*** Begin section ***

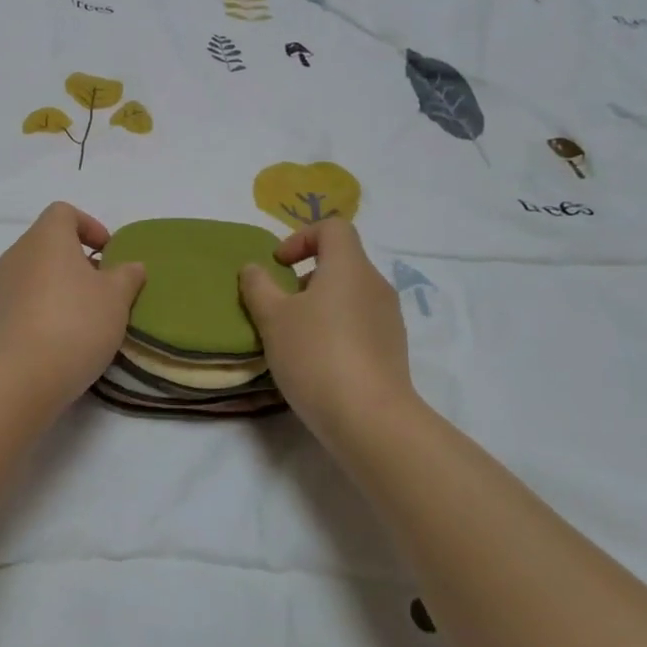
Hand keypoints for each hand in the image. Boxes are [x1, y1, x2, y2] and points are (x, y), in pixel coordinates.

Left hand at [0, 203, 145, 408]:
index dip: (89, 225)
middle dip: (76, 259)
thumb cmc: (76, 322)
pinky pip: (23, 298)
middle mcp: (18, 252)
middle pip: (48, 242)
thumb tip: (132, 266)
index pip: (63, 212)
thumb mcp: (116, 298)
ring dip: (59, 284)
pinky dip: (42, 306)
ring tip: (83, 315)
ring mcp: (1, 283)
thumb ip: (127, 276)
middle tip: (102, 287)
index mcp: (47, 237)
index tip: (108, 253)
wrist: (21, 374)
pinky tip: (60, 335)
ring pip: (35, 271)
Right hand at [238, 219, 416, 436]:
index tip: (279, 265)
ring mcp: (389, 318)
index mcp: (349, 267)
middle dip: (306, 275)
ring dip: (320, 304)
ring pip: (350, 294)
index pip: (333, 227)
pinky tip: (317, 361)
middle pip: (341, 261)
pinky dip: (336, 328)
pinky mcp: (392, 349)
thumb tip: (254, 268)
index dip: (301, 237)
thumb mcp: (272, 318)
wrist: (370, 419)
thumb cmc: (316, 354)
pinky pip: (360, 322)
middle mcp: (375, 285)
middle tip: (279, 304)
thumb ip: (259, 286)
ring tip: (294, 336)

*** End section ***

WORK REQUIRED: Check each line of the data above for the word "ring", then state how many lines have it. Give the number alone.

FINAL ANSWER: 8